In the context of a quadratic equation, integer coefficients refer to the values of \(a\), \(b\), and \(c\) in the expression \(ax^2 + bx + c = 0\), where all these numbers are whole numbers. Whole numbers include all positive and negative numbers, including zero, without any fractional or decimal parts. Using integer coefficients is critical because it often simplifies the equation and is essential in many practical scenarios, especially in textbook problems or computer algorithms, where precise values are necessary. In our example, we've found the quadratic equation to be \(x^2 + 2x - 15 = 0\). Here

• \(a = 1\)
• \(b = 2\)
• \(c = -15\)

All of these coefficients are integers, fulfilling the requirement laid out by the problem.

The factored form of a quadratic equation gives us a way to express the equation in terms of its roots, or solutions. When we know these roots, we can write the quadratic equation as \((x - r_1)(x - r_2) = 0\), where \(r_1\) and \(r_2\) are the roots. In this problem, the roots are given as \(-5\) and \(3\). Thus, we write the equation in factored form as \((x + 5)(x - 3) = 0\). Factored form is immensely useful:

• It provides a direct way to find the roots of the equation just by solving the factors.
• It can be easily expanded to find the standard form of the equation.

This form helps us understand the structure of the equation before we transform it into its expanded form, also known as standard form.

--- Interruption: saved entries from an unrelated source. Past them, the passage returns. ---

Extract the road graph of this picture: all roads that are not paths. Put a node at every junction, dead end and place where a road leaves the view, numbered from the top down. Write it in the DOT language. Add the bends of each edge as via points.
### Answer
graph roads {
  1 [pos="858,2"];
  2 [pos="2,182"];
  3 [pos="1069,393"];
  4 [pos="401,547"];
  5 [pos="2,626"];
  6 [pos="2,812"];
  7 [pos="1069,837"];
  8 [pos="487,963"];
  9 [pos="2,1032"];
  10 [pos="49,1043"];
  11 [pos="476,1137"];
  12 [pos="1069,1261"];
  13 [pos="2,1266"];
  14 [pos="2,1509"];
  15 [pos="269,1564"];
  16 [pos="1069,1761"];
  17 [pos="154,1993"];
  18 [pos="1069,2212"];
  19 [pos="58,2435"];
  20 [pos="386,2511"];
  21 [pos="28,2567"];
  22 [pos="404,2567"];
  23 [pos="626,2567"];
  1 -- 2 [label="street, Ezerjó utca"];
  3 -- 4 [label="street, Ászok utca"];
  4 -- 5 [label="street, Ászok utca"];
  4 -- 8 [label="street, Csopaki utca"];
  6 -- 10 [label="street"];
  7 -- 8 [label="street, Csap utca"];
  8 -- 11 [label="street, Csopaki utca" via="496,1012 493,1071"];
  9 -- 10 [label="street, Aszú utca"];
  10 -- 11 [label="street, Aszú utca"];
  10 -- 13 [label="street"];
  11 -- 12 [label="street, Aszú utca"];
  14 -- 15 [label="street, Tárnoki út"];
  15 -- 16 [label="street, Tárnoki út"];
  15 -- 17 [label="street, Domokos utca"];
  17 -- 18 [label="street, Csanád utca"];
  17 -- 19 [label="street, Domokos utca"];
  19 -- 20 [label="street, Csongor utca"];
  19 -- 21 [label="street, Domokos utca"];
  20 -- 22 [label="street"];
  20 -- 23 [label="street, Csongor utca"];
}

The distributive property is a fundamental mathematical principle used to expand expressions, especially helpful when working with factored forms. According to the distributive property, \(a(b + c) = ab + ac\). In the case of quadratic equations, this property allows us to take a factored equation like \((x + 5)(x - 3)\) and expand it into the polynomial form:

• First, multiply \(x\) by each term in \((x - 3)\) to get \(x^2 - 3x\).
• Next, take \(5\) and multiply by each term in \((x - 3)\) to get \(5x - 15\).
• Finally, add all the terms together to get \(x^2 - 3x + 5x - 15\).

After simplifying, this results in \(x^2 + 2x - 15\), which is the quadratic equation in its standard form.

The standard form of a quadratic equation is expressed as \(ax^2 + bx + c = 0\). This form is useful because it presents the equation in a way that makes it easy to recognize its coefficients \(a\), \(b\), and \(c\). Let's look at the equation we derived: \(x^2 + 2x - 15 = 0\). Here the coefficients are:

• \(a = 1\)
• \(b = 2\)
• \(c = -15\)

The standard form is versatile for solving quadratic equations using various methods, such as factoring, completing the square, or applying the quadratic formula. Understanding the standard form is key to moving between different formats of equations and leveraging each format's advantages for solving and analyzing quadratic equations efficiently.